Jiminey cricket it’s cold out side, there is snow on the mountain and it is wet and blowing a gale, good day to cook all day I recon, and with the wood heater cranked I and the house were soon warm! there isn’t much space on the old wood heater it isn’t a proper wood stove I’m still dreaming about that, so I could only cook one thing at a time because if I have the heater going I don’t like to use the gas cooker as well but thats ok I was in no hurry.
I thought it was going to be ruff so I got Hawthorn berries (Crataegus sp.) and stewed field mushrooms (Agaricus campestris) out of the freezer the night before, now I’m freezing in glass I cant just grab things out run under water and use in my normal last minute spontaneous way I have to let them defrost slowly so more planing but it is way worth training myself to do it this way rather than using all that poisonous plastic rubbish which I’m determined to be rid of in my life!
I lit the heater and made myself a yummy breakie, first things first hay! my new season ducks that I bred and hatched just after Xmas had started laying and I was exited and eger to taste their rich orange yumminess, I poured my beet kavass had fried my fermented bread, fried up some wood blewits (Clitocybe nuda) and left over potato and jerusalem artichokes and last but not leased I cracked the egg into the fry pan it was a double yoker I had never had a double yoked duck eggs before so I took a picture to share. YUM!
So after my fabulous breakie I started with the 2 mushroom sauce, 2 mushroom because yes there are 2 different mushrooms in it! I had never made a mushroom sauce before but thought I would give it a crack, I had already stewed the field mushroom earlier on in the season so they had water, salt and pepper added to them already, I threw these in a big pot and brought them up to the boil while they were heating up I peeled, chopped and fried a heap of onions for both sauces, I added half this mix to the mushroom once boiling and then I added all the other ingredients and let this simmer for a while strained cooked again with the sugar and bottled the full recipe is below.
I started a yeast spelt bread as well I thought seeing as the house was so warm I would take advantage of that too, once I finished the mushroom sauce I made a start on the hawthorn berries I put these in a big pot covered with water and simmered until the berries were nice and soft, once cooled I put these through the mouli (hand food mill) and saved all the seedless pulp, I added all the other ingredients to this hard boiled and bottled by the time I had done this the bread was ready and in the oven.
- 2 kg Field mushroom (Agaricus campestris)
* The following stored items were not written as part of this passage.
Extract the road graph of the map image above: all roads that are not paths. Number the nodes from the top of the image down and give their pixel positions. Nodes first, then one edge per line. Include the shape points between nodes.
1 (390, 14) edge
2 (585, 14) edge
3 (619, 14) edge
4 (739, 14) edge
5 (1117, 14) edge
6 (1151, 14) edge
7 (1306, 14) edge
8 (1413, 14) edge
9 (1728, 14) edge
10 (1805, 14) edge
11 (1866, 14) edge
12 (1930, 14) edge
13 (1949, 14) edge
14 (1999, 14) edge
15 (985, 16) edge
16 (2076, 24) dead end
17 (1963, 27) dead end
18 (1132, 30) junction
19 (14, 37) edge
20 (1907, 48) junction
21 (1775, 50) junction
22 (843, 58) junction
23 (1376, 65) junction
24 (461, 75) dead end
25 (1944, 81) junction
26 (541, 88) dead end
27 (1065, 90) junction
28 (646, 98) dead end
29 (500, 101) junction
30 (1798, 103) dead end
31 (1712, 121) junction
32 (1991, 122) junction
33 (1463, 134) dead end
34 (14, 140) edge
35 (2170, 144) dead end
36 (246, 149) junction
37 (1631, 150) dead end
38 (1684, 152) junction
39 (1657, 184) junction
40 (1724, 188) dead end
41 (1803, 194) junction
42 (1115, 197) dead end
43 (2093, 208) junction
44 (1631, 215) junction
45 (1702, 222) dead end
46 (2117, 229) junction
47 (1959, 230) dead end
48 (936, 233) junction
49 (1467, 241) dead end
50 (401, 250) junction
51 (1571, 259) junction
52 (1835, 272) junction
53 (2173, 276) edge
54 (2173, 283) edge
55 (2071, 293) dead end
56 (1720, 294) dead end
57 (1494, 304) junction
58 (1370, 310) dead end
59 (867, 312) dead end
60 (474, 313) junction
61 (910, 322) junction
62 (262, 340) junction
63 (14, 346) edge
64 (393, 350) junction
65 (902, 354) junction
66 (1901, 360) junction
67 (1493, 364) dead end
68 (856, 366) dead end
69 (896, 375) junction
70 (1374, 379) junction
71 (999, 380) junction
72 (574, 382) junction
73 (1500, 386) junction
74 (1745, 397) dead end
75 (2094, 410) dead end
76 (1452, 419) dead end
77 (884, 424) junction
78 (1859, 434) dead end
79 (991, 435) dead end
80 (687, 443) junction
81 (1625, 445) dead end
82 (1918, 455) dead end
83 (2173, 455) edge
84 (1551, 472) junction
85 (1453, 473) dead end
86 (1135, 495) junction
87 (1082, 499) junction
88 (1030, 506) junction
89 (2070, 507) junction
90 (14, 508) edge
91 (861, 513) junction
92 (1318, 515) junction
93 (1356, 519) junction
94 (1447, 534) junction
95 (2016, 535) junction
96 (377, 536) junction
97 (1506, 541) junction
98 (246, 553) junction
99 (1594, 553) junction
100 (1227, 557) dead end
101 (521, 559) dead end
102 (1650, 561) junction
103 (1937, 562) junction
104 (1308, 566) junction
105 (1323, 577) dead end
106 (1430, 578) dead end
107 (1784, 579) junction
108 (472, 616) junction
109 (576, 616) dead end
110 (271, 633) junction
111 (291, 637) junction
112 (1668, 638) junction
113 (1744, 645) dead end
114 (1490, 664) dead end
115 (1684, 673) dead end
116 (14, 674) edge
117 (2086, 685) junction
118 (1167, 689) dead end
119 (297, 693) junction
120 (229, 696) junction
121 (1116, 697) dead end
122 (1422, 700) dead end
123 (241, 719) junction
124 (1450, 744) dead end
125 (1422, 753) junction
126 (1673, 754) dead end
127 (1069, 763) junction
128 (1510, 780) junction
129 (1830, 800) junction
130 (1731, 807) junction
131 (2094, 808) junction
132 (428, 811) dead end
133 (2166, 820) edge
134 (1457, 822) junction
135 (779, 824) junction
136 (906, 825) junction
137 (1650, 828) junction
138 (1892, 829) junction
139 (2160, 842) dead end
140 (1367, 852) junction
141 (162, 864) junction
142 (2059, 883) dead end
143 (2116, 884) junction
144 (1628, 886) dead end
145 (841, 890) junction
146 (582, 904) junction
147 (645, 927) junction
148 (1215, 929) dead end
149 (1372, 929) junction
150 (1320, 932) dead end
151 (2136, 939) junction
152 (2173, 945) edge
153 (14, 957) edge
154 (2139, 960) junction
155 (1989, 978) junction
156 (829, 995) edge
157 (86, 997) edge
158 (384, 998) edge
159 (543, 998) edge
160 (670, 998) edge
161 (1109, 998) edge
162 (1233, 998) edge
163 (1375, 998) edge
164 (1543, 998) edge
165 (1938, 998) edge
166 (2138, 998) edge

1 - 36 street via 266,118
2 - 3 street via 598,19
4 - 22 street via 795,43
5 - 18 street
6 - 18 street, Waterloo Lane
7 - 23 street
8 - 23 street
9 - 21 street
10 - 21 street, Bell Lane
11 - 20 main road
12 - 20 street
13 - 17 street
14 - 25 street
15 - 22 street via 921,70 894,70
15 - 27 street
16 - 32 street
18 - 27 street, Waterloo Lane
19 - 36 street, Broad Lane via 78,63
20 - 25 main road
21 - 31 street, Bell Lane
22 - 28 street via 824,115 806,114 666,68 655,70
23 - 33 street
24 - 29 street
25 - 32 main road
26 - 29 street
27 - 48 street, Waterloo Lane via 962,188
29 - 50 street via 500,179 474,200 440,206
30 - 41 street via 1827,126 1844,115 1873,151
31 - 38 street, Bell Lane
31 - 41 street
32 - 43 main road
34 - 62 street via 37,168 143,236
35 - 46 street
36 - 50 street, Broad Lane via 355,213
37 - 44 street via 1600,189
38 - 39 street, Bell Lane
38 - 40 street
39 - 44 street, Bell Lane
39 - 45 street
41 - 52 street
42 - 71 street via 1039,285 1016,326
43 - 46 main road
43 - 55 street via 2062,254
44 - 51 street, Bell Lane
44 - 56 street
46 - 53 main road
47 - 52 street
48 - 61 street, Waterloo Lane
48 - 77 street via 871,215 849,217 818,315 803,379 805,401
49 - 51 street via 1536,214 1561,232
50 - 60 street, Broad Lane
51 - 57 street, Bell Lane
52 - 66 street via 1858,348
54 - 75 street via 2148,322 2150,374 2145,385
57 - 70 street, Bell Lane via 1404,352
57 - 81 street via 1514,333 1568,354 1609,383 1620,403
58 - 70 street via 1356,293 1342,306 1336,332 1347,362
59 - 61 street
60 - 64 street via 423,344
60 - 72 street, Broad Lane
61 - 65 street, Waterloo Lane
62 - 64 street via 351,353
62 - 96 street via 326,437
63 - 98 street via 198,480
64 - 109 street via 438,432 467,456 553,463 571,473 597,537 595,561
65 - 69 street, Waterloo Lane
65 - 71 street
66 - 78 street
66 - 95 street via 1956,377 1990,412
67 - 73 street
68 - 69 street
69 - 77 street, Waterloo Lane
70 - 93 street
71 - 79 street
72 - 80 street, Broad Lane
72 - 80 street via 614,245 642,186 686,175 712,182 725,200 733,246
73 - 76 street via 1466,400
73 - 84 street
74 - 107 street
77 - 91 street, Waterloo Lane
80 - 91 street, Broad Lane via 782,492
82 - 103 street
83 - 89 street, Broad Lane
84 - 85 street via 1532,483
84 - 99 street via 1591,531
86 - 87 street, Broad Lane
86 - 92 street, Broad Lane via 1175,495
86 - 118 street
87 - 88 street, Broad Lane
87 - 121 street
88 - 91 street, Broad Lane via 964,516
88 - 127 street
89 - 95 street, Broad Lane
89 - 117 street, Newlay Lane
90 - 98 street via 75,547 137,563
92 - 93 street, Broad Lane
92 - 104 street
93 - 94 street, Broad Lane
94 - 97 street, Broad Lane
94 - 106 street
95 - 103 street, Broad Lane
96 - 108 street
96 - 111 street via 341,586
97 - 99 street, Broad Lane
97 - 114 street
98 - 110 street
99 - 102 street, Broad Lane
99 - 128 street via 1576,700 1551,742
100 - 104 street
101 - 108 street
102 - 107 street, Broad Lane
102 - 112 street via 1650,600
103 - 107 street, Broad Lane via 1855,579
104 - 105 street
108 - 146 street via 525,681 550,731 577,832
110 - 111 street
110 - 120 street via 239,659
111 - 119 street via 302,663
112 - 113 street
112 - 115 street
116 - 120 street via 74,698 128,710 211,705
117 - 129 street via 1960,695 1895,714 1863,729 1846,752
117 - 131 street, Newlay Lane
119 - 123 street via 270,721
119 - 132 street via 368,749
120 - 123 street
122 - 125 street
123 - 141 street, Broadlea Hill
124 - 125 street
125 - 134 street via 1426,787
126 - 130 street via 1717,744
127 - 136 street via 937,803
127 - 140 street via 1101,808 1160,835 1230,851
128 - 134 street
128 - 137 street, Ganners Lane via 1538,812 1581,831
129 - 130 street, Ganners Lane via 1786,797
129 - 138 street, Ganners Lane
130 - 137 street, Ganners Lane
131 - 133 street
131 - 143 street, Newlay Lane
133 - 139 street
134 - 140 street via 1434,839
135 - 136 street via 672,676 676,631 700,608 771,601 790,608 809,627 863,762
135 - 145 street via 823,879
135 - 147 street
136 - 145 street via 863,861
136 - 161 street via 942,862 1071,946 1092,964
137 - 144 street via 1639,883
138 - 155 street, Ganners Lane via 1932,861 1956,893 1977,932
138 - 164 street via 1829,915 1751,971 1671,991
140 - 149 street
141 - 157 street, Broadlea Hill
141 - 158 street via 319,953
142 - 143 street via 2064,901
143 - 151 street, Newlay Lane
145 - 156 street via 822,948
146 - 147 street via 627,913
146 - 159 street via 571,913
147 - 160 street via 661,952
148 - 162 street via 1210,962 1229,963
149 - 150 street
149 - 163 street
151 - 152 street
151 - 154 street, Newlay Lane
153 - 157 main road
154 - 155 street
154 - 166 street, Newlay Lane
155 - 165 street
- 3 cups dried Slippery jack (Suillus luteus)
- 1 liter water or more
- 10 bay leaves
- 1 teaspoon pepper
- 1 teaspoon salt
- 1 spring of rosemary
- ½ cup chilly flakes
- 2 cups fruit vinegar
- 1 cup soy sauce
- 2 table spoons balsamic vinegar
The field mushrooms I used here were stewed and frozen so they had liquid in them already about a litre of water so if you do this recipe from fresh mushrooms you need to add this water.
Add field mushroom to pot (with 1 litre water if fresh) add 2 cups of extra water add dried Slippery jacks (Suillus luteus), vinegars, soy sauce, bay leaves, rosemary, chilly flakes, salt and pepper and simmer for 20 minutes, strain this mixture and put the liquid back in pot with the sugar and hard boil for another 20 minutes and bottle.
The recipe for the hawthorn sauce is in the recipe section of my page the only difference to this one was I added some fermented horse radish to it, my cooking is very organic and spontaneous every time I make a sauce they are slightly different thats what makes it exciting every time I cook, I don’t follow strict recipes I just use a basic recipes be it bread, sauces, muffins or what ever and add what ever is available at the time.
Well all in all it was a very productive day indeed the mushroom sauce is one of the most flavorful amazing recipes I have come up with so far, I was very chuffed with myself!